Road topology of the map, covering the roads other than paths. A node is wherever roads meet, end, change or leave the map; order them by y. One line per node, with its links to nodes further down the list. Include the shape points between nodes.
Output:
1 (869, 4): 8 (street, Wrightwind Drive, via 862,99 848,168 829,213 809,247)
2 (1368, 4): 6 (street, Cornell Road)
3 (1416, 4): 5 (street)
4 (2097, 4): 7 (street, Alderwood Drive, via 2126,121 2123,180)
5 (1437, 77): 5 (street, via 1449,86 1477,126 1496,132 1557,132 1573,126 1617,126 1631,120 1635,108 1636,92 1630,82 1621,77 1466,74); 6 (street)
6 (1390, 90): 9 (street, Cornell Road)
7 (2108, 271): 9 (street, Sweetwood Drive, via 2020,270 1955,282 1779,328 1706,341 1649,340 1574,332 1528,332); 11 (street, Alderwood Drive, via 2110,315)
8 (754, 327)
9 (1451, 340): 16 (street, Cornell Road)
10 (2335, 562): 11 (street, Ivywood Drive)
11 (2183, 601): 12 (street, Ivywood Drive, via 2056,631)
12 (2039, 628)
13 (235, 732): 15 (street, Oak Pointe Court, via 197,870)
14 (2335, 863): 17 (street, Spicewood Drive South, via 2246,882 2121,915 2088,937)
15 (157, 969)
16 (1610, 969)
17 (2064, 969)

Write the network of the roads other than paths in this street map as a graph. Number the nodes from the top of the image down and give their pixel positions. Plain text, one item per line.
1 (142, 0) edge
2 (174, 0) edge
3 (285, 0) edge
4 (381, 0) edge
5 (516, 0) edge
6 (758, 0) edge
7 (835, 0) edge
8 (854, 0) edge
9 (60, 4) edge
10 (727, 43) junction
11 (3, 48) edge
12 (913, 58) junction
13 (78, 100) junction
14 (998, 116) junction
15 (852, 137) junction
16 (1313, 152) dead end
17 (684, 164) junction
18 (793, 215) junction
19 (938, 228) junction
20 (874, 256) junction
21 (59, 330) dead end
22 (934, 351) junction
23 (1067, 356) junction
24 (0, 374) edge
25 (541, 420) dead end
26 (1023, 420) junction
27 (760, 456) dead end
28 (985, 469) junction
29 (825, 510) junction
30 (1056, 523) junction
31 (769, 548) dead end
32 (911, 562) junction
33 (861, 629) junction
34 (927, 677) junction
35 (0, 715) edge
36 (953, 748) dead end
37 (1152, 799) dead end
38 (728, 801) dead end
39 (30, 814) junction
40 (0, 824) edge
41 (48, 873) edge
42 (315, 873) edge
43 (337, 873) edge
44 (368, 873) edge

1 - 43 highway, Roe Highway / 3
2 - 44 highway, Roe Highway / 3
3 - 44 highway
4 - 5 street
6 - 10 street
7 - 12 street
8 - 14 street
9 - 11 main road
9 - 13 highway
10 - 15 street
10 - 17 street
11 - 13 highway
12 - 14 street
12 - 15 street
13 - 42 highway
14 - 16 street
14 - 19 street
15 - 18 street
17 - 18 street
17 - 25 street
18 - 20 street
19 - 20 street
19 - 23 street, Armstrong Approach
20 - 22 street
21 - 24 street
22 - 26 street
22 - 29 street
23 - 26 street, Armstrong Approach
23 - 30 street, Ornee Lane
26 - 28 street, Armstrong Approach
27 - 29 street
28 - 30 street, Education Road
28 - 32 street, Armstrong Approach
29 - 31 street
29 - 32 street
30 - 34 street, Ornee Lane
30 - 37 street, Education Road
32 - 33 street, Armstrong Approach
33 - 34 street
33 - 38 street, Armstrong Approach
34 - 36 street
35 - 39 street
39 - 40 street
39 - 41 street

About this exercise: Copy out every line from the material above where the string "highway" turns up.

Worked solution:
1 - 43 highway, Roe Highway / 3
2 - 44 highway, Roe Highway / 3
3 - 44 highway
9 - 13 highway
11 - 13 highway
13 - 42 highway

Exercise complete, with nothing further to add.